Dr Ingo Mueller-Wodarg
Titan science, Cassini science, INMS team
Imperial College
Tel: 020 75947674
Email:


Nick Shave
Space & Satcoms Operations Manager, LogicaCMG
Email:


Alex Rowley
LogicaCMG PR
Tel: 0207 4197331
Email:


For full list of UK contacts see previously issued media note at
http://www.pparc.ac.uk/Nw/titan_flyby.asp

Further information and latest images
http://saturn.jpl.nasa.gov/home/index.cfm

ISS imaging team website
http://ciclops.org

Titan Background

Titan is a highly complex world and is closer to a terrestrial planet than a
moon typical of the outer planetary systems. Titan was first seen by Dutch
astronomer Christiaan Huygens (after which the ESA probe is named) in 1655.

Not only is Titan the largest of Saturn's satellites, it is also larger than the
planets Mercury and Pluto, and is the second largest satellite in the solar
system (Jupiter's Ganymede being larger). It is the only satellite in the solar
system with appreciable atmosphere, composed mostly of Nitrogen, but also
contains aerosols and hydrocarbons, including methane and ethane. Titan's
atmosphere was first confirmed in 1944 when Gerard Kuiper confirmed the presence
of gaseous methane with spectroscopy.

Titan's peak surface temperature is about 95 K (-178 degrees C) and surface
pressure is 1.6 Earth atmospheres. At this temperature and pressure, many simple
chemicals that are present in abundance (methane, ethane, water, ammonia)
provide materials in solid, liquid and gaseous form which may interact to create
exotic features on the surface. Precipitation, flowing liquids, lakes and
eruptions are all possible.

Titan orbits Saturn at a distance of just over 20 Saturn radii (1,222,000
km/759,000 miles) which is far enough to carry the moon in and out of Saturn's
magnetosphere. Very little is known about Titan's interior structure, including
whether it has its own magnetic field.

Titan's surface has been difficult to study, as it is veiled by a dense
hydrocarbon haze that forms in the dense stratosphere as methane is destroyed by
sunlight. From the data collected so far, dark features can be seen crossing the
equatorial region of Titan, with a large bright region near longitude 90 degrees
now named Xanadu, and possibly a large crater in the northern hemisphere.

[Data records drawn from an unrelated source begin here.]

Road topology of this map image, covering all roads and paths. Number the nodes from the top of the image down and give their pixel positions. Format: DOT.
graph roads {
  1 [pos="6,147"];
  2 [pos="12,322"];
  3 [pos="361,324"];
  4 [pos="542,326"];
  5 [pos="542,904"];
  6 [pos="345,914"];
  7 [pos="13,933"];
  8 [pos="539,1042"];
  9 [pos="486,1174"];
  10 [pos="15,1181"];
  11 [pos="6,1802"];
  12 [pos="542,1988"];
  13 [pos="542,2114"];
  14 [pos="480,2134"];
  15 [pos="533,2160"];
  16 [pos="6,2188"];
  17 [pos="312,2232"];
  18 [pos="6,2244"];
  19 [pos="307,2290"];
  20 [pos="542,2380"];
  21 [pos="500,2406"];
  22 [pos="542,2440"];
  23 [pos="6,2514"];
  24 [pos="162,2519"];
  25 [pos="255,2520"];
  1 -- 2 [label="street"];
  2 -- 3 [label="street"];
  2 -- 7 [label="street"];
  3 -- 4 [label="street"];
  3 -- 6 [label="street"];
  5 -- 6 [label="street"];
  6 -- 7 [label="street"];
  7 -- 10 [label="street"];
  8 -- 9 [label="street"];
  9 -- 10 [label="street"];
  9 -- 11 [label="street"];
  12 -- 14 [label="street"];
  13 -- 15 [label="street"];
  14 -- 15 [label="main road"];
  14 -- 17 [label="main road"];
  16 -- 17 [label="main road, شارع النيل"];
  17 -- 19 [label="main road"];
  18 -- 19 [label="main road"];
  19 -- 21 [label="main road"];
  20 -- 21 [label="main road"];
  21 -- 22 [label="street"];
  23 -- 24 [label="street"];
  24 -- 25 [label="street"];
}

The Cassini-Huygens mission is a cooperative project of NASA, the European Space
Agency and the Italian Space Agency. The Jet Propulsion Laboratory, a division
of the California Institute of Technology in Pasadena, manages the
Cassini-Huygens mission for NASA's Science Mission Directorate, Washington, D.C.
The Cassini orbiter and its two onboard cameras were designed, developed and
assembled at JPL.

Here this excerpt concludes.